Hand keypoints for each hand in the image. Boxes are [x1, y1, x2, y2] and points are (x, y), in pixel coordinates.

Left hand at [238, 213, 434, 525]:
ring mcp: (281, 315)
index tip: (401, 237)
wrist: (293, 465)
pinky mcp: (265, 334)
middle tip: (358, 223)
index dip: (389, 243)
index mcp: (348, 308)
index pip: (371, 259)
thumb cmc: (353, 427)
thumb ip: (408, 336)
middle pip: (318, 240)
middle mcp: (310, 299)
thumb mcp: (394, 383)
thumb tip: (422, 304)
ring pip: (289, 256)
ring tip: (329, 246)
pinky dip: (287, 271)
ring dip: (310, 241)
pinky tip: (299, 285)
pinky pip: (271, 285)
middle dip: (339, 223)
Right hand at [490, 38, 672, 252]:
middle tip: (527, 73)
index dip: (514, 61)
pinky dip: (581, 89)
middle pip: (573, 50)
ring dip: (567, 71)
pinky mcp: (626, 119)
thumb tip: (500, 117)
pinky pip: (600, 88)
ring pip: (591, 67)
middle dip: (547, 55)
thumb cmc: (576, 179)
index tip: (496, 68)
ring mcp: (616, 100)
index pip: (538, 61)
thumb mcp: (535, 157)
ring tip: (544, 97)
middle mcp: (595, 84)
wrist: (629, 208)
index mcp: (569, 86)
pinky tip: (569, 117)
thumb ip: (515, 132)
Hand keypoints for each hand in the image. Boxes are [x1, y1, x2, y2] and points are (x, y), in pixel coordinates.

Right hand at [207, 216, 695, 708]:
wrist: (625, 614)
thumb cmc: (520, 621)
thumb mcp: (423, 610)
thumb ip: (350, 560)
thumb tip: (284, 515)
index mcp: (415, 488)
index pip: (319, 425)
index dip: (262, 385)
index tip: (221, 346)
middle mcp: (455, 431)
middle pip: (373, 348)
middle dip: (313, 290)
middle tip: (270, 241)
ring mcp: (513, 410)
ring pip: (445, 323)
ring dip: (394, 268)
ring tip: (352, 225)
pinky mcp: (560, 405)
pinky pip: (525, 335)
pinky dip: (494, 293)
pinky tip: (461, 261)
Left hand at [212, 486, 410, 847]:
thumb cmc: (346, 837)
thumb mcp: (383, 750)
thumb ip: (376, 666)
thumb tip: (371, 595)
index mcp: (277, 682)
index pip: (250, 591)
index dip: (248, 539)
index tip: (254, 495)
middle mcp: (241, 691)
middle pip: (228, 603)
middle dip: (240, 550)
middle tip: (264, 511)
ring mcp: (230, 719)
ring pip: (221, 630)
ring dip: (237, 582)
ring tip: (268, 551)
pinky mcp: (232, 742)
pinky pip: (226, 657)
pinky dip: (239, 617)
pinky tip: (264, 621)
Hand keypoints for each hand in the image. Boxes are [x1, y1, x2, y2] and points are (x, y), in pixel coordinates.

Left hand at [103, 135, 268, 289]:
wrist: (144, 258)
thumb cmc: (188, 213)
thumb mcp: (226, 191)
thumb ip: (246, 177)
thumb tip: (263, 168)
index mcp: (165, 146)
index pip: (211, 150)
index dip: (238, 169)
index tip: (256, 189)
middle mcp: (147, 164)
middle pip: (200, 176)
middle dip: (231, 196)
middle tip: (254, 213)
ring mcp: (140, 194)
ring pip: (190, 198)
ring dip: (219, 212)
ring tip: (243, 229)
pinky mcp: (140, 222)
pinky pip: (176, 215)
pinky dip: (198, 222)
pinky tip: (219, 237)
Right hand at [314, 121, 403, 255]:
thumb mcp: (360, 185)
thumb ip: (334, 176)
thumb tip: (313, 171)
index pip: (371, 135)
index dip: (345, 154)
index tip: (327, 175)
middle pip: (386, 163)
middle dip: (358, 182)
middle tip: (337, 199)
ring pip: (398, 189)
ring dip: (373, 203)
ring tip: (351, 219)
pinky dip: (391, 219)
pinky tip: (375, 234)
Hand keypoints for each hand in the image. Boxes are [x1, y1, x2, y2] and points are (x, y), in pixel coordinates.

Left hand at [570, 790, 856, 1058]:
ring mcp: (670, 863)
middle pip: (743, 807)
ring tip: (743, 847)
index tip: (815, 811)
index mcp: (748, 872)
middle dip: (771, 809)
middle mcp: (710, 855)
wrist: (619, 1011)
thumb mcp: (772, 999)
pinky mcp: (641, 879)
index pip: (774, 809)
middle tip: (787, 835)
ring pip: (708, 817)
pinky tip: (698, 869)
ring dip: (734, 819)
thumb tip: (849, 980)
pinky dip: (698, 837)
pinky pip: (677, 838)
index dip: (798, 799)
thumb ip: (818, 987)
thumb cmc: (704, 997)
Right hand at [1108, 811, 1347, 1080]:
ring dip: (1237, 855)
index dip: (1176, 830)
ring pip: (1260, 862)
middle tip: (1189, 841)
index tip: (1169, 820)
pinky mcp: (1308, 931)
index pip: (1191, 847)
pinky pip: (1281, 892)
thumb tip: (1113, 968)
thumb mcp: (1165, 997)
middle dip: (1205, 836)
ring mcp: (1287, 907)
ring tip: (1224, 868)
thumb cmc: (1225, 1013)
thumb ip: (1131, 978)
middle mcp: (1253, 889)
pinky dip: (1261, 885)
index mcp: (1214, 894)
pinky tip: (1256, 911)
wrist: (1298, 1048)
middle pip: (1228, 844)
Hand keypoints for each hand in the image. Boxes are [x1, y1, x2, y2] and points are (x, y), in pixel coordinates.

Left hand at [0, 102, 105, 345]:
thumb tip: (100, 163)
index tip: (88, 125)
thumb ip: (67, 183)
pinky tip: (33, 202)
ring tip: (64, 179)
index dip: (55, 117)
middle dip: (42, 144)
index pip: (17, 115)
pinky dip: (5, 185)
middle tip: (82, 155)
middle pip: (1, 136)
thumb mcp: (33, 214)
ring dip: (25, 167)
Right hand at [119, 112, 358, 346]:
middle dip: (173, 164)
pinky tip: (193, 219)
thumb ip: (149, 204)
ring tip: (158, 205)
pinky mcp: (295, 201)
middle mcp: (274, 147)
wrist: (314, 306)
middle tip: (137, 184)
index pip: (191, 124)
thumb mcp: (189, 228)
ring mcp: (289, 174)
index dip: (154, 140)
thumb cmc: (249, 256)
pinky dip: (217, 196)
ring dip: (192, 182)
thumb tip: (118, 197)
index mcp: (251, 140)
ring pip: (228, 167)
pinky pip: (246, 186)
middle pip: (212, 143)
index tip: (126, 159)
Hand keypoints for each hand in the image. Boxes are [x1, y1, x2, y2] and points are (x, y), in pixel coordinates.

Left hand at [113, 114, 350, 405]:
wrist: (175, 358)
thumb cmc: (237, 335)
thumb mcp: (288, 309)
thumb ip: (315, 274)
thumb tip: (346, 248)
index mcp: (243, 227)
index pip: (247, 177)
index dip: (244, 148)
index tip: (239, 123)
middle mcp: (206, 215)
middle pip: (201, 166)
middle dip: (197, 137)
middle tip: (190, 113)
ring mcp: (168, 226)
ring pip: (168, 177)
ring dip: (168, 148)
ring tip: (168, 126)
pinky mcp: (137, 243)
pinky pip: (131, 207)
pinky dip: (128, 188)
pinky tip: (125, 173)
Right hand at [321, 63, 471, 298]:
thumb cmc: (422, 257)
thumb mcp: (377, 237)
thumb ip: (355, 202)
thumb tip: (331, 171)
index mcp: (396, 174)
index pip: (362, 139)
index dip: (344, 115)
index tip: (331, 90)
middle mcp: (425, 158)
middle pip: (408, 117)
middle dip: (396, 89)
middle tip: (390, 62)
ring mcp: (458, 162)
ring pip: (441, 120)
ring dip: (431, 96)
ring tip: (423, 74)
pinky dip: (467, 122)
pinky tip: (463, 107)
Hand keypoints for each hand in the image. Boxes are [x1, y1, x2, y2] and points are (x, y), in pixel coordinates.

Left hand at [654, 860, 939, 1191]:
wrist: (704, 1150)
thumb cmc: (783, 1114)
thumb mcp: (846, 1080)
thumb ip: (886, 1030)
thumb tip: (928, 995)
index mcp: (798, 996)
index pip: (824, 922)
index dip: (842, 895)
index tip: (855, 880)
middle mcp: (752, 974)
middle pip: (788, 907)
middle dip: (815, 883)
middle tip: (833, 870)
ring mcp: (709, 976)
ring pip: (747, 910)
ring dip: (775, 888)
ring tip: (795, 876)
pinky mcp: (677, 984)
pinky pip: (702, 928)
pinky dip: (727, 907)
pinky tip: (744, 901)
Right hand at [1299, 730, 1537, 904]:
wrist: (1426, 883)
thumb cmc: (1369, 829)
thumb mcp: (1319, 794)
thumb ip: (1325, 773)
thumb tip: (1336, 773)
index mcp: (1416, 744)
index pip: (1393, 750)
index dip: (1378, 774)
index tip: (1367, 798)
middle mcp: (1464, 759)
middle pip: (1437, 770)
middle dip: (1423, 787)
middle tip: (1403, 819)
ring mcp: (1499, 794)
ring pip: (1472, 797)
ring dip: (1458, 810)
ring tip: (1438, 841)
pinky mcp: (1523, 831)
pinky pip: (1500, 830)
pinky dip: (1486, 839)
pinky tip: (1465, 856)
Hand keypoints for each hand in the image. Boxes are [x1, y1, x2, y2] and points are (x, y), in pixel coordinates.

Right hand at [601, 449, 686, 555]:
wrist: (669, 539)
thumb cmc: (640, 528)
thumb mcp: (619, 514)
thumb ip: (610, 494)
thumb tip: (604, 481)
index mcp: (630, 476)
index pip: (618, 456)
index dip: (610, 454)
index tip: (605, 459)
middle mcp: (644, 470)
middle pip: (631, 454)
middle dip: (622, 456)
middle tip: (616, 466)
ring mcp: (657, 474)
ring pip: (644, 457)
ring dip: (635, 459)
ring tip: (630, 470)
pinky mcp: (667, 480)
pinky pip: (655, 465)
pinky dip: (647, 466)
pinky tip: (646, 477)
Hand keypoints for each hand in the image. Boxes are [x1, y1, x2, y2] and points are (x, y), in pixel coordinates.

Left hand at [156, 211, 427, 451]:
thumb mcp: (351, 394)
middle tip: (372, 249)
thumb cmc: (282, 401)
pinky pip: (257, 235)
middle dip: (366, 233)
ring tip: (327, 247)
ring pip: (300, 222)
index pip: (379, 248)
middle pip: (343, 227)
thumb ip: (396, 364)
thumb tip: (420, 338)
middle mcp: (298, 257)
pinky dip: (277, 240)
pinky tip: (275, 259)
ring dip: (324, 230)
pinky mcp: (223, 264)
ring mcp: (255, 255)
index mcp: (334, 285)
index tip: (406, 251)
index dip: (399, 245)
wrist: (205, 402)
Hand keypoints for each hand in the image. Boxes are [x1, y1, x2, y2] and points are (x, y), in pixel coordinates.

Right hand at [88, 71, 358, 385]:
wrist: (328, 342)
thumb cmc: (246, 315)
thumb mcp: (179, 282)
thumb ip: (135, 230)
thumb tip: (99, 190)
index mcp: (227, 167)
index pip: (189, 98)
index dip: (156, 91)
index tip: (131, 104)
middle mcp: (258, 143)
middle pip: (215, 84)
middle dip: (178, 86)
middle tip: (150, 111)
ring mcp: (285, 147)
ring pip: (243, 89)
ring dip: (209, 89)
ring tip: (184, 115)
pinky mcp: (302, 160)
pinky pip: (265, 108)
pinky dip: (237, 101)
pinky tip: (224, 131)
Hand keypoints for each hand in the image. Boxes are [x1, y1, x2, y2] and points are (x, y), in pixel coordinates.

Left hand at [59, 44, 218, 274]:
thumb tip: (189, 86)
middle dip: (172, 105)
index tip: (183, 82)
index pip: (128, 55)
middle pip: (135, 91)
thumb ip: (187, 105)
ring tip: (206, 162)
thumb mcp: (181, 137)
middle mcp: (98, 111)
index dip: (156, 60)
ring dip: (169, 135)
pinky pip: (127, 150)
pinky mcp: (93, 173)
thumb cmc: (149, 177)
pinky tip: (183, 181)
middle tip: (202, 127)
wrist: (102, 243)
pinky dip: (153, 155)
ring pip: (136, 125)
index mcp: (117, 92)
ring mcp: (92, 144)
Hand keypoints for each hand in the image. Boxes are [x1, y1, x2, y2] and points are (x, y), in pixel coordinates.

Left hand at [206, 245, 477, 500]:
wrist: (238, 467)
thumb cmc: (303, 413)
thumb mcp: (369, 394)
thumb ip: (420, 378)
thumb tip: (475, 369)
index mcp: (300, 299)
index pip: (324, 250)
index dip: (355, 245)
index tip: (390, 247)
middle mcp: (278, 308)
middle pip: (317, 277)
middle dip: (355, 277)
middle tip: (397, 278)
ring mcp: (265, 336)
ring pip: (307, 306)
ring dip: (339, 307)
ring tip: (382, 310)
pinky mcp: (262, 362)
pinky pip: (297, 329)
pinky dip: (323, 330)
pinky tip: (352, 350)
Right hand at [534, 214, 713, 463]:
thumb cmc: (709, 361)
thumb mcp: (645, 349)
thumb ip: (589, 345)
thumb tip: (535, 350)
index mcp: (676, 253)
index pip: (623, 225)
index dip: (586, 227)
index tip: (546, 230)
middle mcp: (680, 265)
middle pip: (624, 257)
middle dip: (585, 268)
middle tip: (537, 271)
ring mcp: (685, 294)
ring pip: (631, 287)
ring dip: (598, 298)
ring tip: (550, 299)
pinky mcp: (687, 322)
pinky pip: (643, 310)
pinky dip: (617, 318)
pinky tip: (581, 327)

....

**Prompt**
Copy out the range of lines above starting at the line with "thumb cmc: (188, 213)" and ending at the line with "thumb mcp: (360, 185)", exactly and including both.

**Response**
thumb cmc: (188, 213)
thumb mcp: (226, 191)
thumb ip: (246, 177)
thumb tip: (263, 168)
index mcp: (165, 146)
index pip: (211, 150)
index dip: (238, 169)
index tip: (256, 189)
middle mcp: (147, 164)
middle pip: (200, 176)
middle dip: (231, 196)
middle tip: (254, 213)
ring mcp: (140, 194)
ring pip: (190, 198)
ring dip: (219, 212)
ring tip: (243, 229)
pinky mcp: (140, 222)
pinky pip: (176, 215)
pinky dip: (198, 222)
pinky tip: (219, 237)
Right hand at [314, 121, 403, 255]:
thumb mcp: (360, 185)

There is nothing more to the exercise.